*Exercise instructions*:
Your answer must contain each line of the data, copied exactly.

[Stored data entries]
┌────────

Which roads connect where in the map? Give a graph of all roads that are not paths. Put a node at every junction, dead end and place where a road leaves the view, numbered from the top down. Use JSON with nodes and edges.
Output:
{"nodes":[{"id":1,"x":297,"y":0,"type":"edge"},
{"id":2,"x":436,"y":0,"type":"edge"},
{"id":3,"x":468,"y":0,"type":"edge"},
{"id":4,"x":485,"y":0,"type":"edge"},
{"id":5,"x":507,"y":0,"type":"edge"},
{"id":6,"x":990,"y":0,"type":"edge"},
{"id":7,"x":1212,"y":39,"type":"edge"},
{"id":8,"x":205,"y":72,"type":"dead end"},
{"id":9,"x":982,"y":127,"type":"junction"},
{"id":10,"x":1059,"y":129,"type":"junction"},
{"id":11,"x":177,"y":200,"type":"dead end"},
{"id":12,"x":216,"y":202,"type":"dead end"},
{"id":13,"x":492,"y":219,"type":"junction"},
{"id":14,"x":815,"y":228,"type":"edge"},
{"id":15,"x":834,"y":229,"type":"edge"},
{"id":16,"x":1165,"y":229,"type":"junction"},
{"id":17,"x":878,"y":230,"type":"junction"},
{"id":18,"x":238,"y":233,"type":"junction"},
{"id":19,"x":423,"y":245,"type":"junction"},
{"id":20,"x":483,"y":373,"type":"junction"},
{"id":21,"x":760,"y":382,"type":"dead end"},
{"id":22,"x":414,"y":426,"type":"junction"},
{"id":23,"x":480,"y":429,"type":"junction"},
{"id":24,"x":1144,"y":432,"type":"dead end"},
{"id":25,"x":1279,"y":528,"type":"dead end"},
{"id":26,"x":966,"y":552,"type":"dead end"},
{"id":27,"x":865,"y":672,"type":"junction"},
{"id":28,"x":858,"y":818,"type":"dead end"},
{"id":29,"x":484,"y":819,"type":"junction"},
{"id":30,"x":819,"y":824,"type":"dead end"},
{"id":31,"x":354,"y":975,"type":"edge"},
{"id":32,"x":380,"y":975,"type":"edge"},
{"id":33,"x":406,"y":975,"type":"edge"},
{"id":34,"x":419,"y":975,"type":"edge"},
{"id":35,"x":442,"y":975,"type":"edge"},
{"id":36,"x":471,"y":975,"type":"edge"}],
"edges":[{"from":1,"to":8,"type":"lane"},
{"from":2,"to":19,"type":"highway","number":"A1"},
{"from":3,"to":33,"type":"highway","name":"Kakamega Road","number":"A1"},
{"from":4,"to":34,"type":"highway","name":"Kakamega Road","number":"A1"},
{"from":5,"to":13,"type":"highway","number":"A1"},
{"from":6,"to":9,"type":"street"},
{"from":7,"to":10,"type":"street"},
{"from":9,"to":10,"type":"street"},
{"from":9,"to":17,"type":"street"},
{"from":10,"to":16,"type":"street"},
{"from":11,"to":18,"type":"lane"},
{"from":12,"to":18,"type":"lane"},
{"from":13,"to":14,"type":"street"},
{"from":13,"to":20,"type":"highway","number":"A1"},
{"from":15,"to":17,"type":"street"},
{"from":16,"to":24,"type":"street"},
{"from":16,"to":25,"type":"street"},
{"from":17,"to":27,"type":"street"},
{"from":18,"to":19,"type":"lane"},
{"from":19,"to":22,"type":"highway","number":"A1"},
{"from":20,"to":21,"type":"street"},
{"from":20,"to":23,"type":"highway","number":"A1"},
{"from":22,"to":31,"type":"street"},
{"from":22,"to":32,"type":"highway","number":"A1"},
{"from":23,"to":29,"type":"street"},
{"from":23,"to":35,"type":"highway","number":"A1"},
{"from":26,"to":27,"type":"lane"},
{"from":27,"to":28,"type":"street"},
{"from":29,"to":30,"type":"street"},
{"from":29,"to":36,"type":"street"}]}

└────────

*Solution to this task*:
Which roads connect where in the map? Give a graph of all roads that are not paths. Put a node at every junction, dead end and place where a road leaves the view, numbered from the top down. Use JSON with nodes and edges.
Output:
{"nodes":[{"id":1,"x":297,"y":0,"type":"edge"},
{"id":2,"x":436,"y":0,"type":"edge"},
{"id":3,"x":468,"y":0,"type":"edge"},
{"id":4,"x":485,"y":0,"type":"edge"},
{"id":5,"x":507,"y":0,"type":"edge"},
{"id":6,"x":990,"y":0,"type":"edge"},
{"id":7,"x":1212,"y":39,"type":"edge"},
{"id":8,"x":205,"y":72,"type":"dead end"},
{"id":9,"x":982,"y":127,"type":"junction"},
{"id":10,"x":1059,"y":129,"type":"junction"},
{"id":11,"x":177,"y":200,"type":"dead end"},
{"id":12,"x":216,"y":202,"type":"dead end"},
{"id":13,"x":492,"y":219,"type":"junction"},
{"id":14,"x":815,"y":228,"type":"edge"},
{"id":15,"x":834,"y":229,"type":"edge"},
{"id":16,"x":1165,"y":229,"type":"junction"},
{"id":17,"x":878,"y":230,"type":"junction"},
{"id":18,"x":238,"y":233,"type":"junction"},
{"id":19,"x":423,"y":245,"type":"junction"},
{"id":20,"x":483,"y":373,"type":"junction"},
{"id":21,"x":760,"y":382,"type":"dead end"},
{"id":22,"x":414,"y":426,"type":"junction"},
{"id":23,"x":480,"y":429,"type":"junction"},
{"id":24,"x":1144,"y":432,"type":"dead end"},
{"id":25,"x":1279,"y":528,"type":"dead end"},
{"id":26,"x":966,"y":552,"type":"dead end"},
{"id":27,"x":865,"y":672,"type":"junction"},
{"id":28,"x":858,"y":818,"type":"dead end"},
{"id":29,"x":484,"y":819,"type":"junction"},
{"id":30,"x":819,"y":824,"type":"dead end"},
{"id":31,"x":354,"y":975,"type":"edge"},
{"id":32,"x":380,"y":975,"type":"edge"},
{"id":33,"x":406,"y":975,"type":"edge"},
{"id":34,"x":419,"y":975,"type":"edge"},
{"id":35,"x":442,"y":975,"type":"edge"},
{"id":36,"x":471,"y":975,"type":"edge"}],
"edges":[{"from":1,"to":8,"type":"lane"},
{"from":2,"to":19,"type":"highway","number":"A1"},
{"from":3,"to":33,"type":"highway","name":"Kakamega Road","number":"A1"},
{"from":4,"to":34,"type":"highway","name":"Kakamega Road","number":"A1"},
{"from":5,"to":13,"type":"highway","number":"A1"},
{"from":6,"to":9,"type":"street"},
{"from":7,"to":10,"type":"street"},
{"from":9,"to":10,"type":"street"},
{"from":9,"to":17,"type":"street"},
{"from":10,"to":16,"type":"street"},
{"from":11,"to":18,"type":"lane"},
{"from":12,"to":18,"type":"lane"},
{"from":13,"to":14,"type":"street"},
{"from":13,"to":20,"type":"highway","number":"A1"},
{"from":15,"to":17,"type":"street"},
{"from":16,"to":24,"type":"street"},
{"from":16,"to":25,"type":"street"},
{"from":17,"to":27,"type":"street"},
{"from":18,"to":19,"type":"lane"},
{"from":19,"to":22,"type":"highway","number":"A1"},
{"from":20,"to":21,"type":"street"},
{"from":20,"to":23,"type":"highway","number":"A1"},
{"from":22,"to":31,"type":"street"},
{"from":22,"to":32,"type":"highway","number":"A1"},
{"from":23,"to":29,"type":"street"},
{"from":23,"to":35,"type":"highway","number":"A1"},
{"from":26,"to":27,"type":"lane"},
{"from":27,"to":28,"type":"street"},
{"from":29,"to":30,"type":"street"},
{"from":29,"to":36,"type":"street"}]}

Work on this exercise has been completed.